### Problem requirements
Extract, unchanged, every line from the top of the material below through the line with "thumb tip: (171, 254)", and no more.
**********
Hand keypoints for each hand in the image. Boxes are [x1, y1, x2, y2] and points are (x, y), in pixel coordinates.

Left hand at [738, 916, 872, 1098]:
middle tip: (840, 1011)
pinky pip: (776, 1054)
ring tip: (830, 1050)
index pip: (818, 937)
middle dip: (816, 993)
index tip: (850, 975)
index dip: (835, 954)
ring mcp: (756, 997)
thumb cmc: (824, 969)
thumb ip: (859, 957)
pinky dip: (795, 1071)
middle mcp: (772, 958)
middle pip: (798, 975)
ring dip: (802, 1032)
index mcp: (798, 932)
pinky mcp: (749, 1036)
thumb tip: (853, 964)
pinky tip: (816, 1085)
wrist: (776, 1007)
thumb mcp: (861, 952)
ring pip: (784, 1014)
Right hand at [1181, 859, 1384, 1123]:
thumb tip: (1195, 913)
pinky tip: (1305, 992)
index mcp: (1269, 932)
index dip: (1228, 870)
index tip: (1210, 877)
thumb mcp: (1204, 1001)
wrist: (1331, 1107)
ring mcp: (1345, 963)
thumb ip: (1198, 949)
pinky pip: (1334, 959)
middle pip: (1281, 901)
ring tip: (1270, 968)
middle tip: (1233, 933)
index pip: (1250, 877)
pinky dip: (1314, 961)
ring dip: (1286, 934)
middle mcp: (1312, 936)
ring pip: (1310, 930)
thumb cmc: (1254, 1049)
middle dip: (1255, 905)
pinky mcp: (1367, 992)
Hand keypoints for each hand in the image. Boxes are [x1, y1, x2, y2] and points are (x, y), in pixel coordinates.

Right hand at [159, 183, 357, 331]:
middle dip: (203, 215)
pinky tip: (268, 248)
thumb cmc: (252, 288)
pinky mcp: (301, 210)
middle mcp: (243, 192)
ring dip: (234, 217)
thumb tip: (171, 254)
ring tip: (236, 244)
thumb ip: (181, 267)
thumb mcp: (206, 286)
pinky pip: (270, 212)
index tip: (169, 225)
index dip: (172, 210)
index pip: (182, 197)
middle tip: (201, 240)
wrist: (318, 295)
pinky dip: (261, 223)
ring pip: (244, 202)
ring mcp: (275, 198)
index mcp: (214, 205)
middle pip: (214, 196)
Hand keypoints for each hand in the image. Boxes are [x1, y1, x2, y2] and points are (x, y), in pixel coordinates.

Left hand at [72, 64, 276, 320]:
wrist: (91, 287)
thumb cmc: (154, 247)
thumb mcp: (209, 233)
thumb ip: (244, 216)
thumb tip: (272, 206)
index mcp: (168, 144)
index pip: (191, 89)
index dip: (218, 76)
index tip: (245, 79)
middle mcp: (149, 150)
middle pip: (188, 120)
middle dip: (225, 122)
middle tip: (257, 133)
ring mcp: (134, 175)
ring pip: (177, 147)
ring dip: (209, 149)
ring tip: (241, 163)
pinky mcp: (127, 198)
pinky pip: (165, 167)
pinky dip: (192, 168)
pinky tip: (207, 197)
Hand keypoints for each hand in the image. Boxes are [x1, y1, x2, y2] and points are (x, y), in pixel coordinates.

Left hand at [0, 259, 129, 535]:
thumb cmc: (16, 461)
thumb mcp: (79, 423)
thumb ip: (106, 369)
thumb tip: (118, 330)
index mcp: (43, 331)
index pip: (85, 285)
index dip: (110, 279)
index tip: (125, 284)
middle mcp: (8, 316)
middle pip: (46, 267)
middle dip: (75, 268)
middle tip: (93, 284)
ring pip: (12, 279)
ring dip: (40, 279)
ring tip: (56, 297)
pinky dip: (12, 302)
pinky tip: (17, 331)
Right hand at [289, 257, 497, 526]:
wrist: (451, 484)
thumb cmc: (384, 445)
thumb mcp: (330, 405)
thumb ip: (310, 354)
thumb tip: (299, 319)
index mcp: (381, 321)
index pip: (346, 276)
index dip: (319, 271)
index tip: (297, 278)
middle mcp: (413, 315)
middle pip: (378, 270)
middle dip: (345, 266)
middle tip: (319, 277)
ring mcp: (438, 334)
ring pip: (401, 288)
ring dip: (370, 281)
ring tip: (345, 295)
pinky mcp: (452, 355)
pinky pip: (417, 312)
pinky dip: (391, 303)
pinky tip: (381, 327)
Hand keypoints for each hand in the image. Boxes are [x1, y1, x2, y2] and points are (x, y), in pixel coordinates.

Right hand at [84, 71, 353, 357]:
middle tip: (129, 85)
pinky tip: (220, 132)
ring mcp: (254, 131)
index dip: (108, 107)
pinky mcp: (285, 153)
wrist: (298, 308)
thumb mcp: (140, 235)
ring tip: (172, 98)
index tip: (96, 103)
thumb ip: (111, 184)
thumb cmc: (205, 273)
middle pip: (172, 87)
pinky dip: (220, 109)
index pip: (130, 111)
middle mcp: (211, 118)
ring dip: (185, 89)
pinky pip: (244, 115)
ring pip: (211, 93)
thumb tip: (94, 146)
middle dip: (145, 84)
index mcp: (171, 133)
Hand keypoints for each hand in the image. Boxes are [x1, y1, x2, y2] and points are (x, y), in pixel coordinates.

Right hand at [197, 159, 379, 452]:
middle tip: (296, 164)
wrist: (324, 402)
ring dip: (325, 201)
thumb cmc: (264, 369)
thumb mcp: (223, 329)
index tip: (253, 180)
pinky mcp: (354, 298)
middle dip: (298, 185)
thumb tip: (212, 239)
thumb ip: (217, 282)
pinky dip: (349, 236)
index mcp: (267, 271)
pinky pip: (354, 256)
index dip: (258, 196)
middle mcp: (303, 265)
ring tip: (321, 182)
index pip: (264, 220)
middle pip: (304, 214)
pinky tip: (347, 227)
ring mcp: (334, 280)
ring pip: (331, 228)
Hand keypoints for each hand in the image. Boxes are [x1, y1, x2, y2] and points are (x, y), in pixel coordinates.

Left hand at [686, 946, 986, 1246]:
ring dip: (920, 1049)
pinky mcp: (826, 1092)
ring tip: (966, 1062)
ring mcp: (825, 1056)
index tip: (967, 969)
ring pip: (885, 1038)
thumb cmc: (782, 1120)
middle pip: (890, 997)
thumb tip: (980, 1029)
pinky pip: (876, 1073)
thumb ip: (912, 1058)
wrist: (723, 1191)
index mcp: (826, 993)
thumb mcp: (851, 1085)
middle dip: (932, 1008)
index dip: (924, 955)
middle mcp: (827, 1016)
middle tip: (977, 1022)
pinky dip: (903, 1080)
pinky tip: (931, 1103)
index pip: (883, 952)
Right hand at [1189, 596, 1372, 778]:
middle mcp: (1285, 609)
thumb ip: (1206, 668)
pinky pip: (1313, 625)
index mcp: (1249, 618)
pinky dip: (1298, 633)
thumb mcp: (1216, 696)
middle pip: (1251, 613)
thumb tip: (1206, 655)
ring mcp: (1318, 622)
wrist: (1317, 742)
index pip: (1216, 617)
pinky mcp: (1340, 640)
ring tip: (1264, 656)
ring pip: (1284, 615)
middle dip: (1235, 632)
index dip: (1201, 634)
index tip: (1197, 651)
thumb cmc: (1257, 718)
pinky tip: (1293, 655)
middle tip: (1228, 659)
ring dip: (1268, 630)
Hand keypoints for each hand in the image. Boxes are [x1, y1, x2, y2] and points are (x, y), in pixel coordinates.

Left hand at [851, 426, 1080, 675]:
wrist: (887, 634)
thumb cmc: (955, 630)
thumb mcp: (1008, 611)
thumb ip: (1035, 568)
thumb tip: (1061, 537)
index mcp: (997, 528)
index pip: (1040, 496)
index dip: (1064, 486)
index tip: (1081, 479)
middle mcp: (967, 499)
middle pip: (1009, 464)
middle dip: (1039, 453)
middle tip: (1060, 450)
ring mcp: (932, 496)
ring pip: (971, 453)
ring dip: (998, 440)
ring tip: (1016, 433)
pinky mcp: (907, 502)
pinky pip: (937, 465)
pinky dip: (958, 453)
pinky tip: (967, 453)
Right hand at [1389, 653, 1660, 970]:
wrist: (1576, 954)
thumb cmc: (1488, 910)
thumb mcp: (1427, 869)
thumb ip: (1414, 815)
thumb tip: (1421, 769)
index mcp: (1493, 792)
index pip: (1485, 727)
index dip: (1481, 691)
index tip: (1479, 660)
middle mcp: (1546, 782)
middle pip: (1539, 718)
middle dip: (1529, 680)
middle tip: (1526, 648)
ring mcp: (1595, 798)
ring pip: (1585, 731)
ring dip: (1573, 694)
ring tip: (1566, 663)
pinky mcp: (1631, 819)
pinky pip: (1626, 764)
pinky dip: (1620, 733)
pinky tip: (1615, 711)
**********
### Reply
Hand keypoints for each hand in the image. Boxes are [x1, y1, x2, y2] and points are (x, y), in pixel coordinates.

Left hand at [738, 916, 872, 1098]:
middle tip: (840, 1011)
pinky pip: (776, 1054)
ring tip: (830, 1050)
index pip: (818, 937)
middle dip: (816, 993)
index tip: (850, 975)
index dip: (835, 954)
ring mcp: (756, 997)
thumb cmc: (824, 969)
thumb ip: (859, 957)
pinky dip: (795, 1071)
middle mcp: (772, 958)
middle pip: (798, 975)
ring dip: (802, 1032)
index mcp: (798, 932)
pinky mcp: (749, 1036)
thumb tip: (853, 964)
pinky tip: (816, 1085)
wrist: (776, 1007)
thumb mcp: (861, 952)
ring pip: (784, 1014)
Right hand at [1181, 859, 1384, 1123]:
thumb tip: (1195, 913)
pinky tip: (1305, 992)
index mcp: (1269, 932)
index dip: (1228, 870)
index tip: (1210, 877)
thumb mcp: (1204, 1001)
wrist: (1331, 1107)
ring mcp: (1345, 963)
thumb ip: (1198, 949)
pinky pip: (1334, 959)
middle pip: (1281, 901)
ring tip: (1270, 968)
middle tip: (1233, 933)
index pip: (1250, 877)
pinky dip: (1314, 961)
ring dip: (1286, 934)
middle mcp: (1312, 936)
ring pip: (1310, 930)
thumb cmc: (1254, 1049)
middle dip: (1255, 905)
pinky mcp: (1367, 992)
Hand keypoints for each hand in the image. Boxes are [x1, y1, x2, y2] and points are (x, y), in pixel coordinates.

Right hand at [159, 183, 357, 331]:
middle dip: (203, 215)
pinky tip: (268, 248)
thumb cmc: (252, 288)
pinky mcp: (301, 210)
middle mcp: (243, 192)
ring dip: (234, 217)
thumb tip: (171, 254)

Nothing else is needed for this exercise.